Required work: From the line containing "pinky tip: (203, 260)" to the last line of the records below, repeat every line exactly and add nothing else.
Input data: Begin
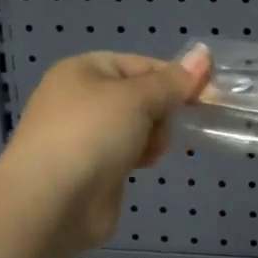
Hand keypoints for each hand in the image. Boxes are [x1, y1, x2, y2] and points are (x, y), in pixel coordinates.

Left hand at [0, 47, 210, 250]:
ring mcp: (85, 134)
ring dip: (154, 135)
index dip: (175, 77)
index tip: (206, 94)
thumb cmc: (92, 135)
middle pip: (142, 95)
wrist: (50, 203)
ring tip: (151, 151)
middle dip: (162, 110)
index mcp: (84, 70)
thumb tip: (204, 53)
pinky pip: (129, 150)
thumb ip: (174, 81)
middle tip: (169, 125)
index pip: (143, 64)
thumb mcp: (138, 98)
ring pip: (139, 124)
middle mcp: (81, 98)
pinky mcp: (93, 166)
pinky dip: (141, 155)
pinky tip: (144, 165)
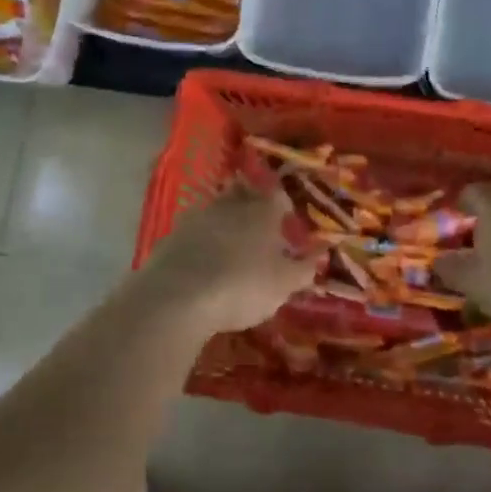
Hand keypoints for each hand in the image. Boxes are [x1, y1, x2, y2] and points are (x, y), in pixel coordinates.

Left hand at [138, 184, 319, 334]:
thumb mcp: (284, 284)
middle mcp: (230, 204)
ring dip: (225, 222)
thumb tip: (319, 253)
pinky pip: (194, 231)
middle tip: (259, 229)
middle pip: (244, 195)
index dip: (284, 208)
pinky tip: (203, 260)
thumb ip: (304, 267)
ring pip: (217, 210)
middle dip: (252, 207)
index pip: (278, 196)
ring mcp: (197, 216)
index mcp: (263, 210)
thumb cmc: (243, 286)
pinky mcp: (171, 234)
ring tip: (231, 246)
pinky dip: (202, 240)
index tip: (286, 224)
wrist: (178, 297)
Input data: End
The answer:
pinky tip: (203, 260)
thumb ip: (304, 267)
ring pip: (217, 210)
middle dip: (252, 207)
index pip: (278, 196)
ring mcp: (197, 216)
index mcp: (263, 210)
thumb cmc: (243, 286)
pinky mcp: (171, 234)
ring tip: (231, 246)
pinky dip: (202, 240)
index tip: (286, 224)
wrist: (178, 297)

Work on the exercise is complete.